Аббат не остановил его, но задумался. Господь не допустил, чтобы ненависть к этому человеку когда-то захлестнула его, отстранил от мести и гнева, чтобы спасти от кровопролития и призвать к себе. Но это безгневие было не от него, но от Бога. Сегодня аббат говорил с мертвецом и глупцом, и, увы, это не было позой Камиля. Но что ему, Жоэлю, теперь до этого человека? Жалость осталась, но она проступила именно той гранью, о которой говорил ди Романо, мудрый и сведущий в движениях душ сынов человеческих. Жалость не как проявление истинной любви и сострадания, но снисхождение к ничтожеству и жалкой немощи…Mìsero, squàllido, insignificante, miseràbile…

Аббат затосковал. Годы не прошли для него даром: он понимал, что душа его только что потеряла толику любви, и он обеднел. Оскудение не затрагивало личности, не разоряло, но потеря и мизера любви больно отозвалась в сердце.

Глава 11. «Тление уже в первом вздохе младенцев и молоке матерей, в мужской сперме и поцелуях любовников, в постелях болящих и дыхании немощных…»
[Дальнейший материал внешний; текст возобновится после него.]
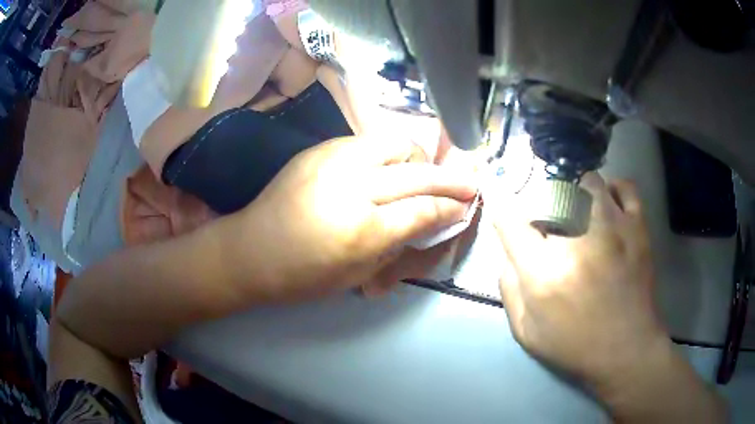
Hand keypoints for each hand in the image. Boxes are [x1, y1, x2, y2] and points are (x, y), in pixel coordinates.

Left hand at [243, 136, 477, 301]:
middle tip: (468, 182)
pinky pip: (368, 142)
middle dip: (449, 178)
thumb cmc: (302, 275)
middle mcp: (351, 186)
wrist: (250, 250)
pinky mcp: (319, 149)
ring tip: (422, 174)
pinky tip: (386, 170)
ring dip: (417, 159)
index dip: (450, 208)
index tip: (468, 206)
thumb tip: (429, 221)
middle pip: (417, 172)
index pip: (422, 210)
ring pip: (395, 143)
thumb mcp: (357, 274)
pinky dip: (387, 155)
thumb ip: (398, 243)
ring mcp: (333, 159)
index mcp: (361, 230)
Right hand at [494, 173, 666, 386]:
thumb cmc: (575, 344)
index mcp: (545, 271)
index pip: (510, 220)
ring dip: (575, 191)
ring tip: (577, 210)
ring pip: (585, 180)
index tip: (505, 210)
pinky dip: (612, 189)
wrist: (626, 350)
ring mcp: (613, 227)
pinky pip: (624, 188)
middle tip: (548, 223)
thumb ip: (509, 288)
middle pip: (549, 191)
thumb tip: (509, 251)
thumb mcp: (526, 331)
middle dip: (541, 203)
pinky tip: (607, 205)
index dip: (503, 209)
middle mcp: (578, 240)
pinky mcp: (637, 227)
Однако мысли о самом себе занимали де Сен-Северена недолго. Он разделся, не вызывая Галициано. Прошёл в спальню и прилёг на кровать под тяжёлым пологом. На постель тихо взобрался Полуночник, грустными зелеными глазами окинул хозяина и устроился рядом, свернувшись клубком. Аббат почесал своего любимца за ухом, продолжая размышлять о состоявшемся разговоре, но горький вывод уже был сделан и, хоть и томил душу, ничего уже было не изменить. Он снова подумал, что теперь Камиль для него окончательно стал язычником и мытарем, и в мозгу аббата снова пронеслась мысль о том, что де Сериз никогда не был любим — иначе не было бы этого волчьего взгляда, коим он окинул его.
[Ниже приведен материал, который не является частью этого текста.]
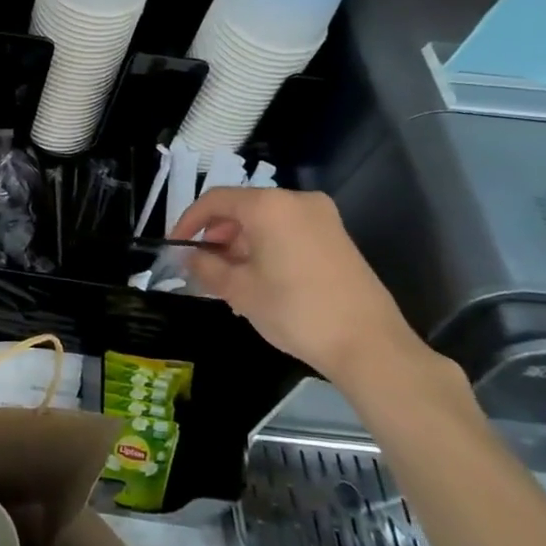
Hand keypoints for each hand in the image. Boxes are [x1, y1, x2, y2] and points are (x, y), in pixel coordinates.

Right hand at [171, 187, 424, 388]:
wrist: (369, 344)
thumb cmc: (295, 311)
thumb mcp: (240, 291)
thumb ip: (206, 267)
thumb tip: (189, 257)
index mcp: (269, 206)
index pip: (215, 200)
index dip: (189, 221)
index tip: (176, 246)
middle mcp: (297, 201)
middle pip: (243, 208)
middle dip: (217, 235)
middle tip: (203, 266)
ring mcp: (322, 218)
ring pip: (266, 221)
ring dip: (241, 243)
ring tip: (230, 279)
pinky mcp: (337, 237)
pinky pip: (288, 231)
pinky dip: (266, 247)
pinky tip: (260, 280)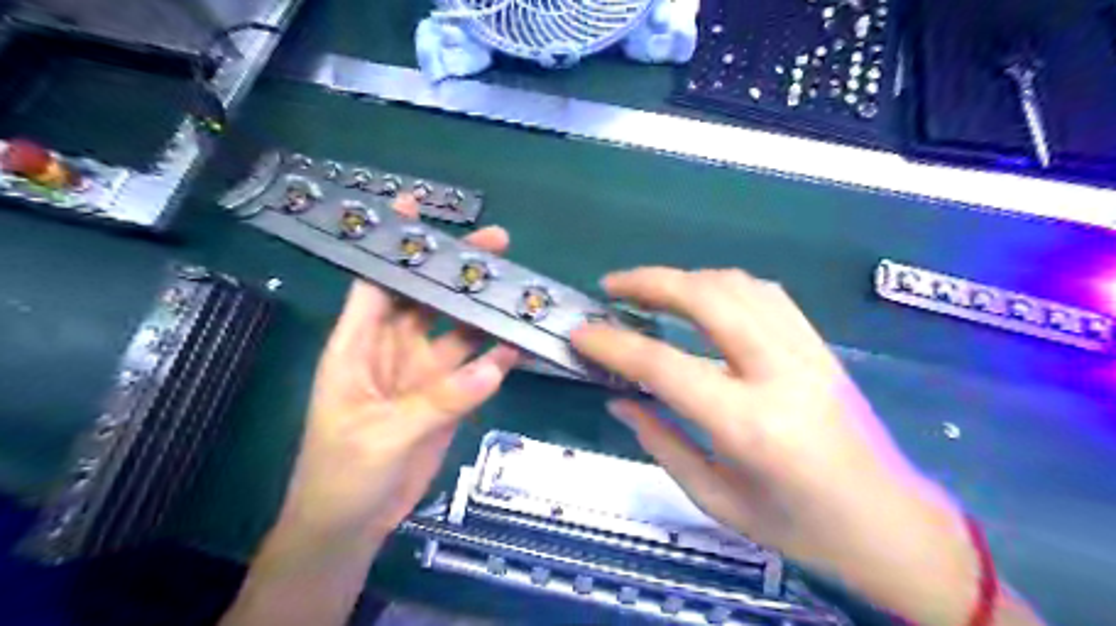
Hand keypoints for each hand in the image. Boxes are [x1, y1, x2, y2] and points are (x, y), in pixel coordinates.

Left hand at [222, 226, 518, 624]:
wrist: (353, 523)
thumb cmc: (342, 474)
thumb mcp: (382, 435)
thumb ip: (439, 401)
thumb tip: (495, 367)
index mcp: (358, 346)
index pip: (376, 283)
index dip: (393, 245)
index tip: (415, 208)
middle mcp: (392, 350)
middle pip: (427, 298)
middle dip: (456, 270)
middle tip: (497, 245)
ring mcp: (423, 374)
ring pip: (457, 331)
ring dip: (483, 311)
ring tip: (517, 289)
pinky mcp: (446, 398)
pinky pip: (475, 368)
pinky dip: (497, 356)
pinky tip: (519, 343)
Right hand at [571, 269, 1008, 625]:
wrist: (892, 526)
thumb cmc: (801, 528)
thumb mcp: (718, 500)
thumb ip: (662, 443)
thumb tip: (620, 399)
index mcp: (748, 425)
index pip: (664, 365)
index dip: (613, 344)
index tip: (581, 332)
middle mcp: (779, 374)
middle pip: (707, 299)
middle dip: (651, 282)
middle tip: (612, 286)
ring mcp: (806, 352)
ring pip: (738, 285)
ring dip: (686, 278)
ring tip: (651, 289)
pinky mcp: (820, 346)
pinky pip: (767, 294)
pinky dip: (725, 285)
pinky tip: (704, 297)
Но Камиля и нельзя полюбить, ибо он — убийца любви. Убийца его любви и убийца Мари. Отсутствие женского чувства было возмездием Серизу. И именно это, ни о чём не подозревая, поняла Розалин де Монфор-Ламори, когда сказала Роберу, что де Сериза просто невозможно полюбить, ибо его душа пуста. Да убийца убивает свою душу, мертвая душа смердит в живом, и живые подсознательно избегают её…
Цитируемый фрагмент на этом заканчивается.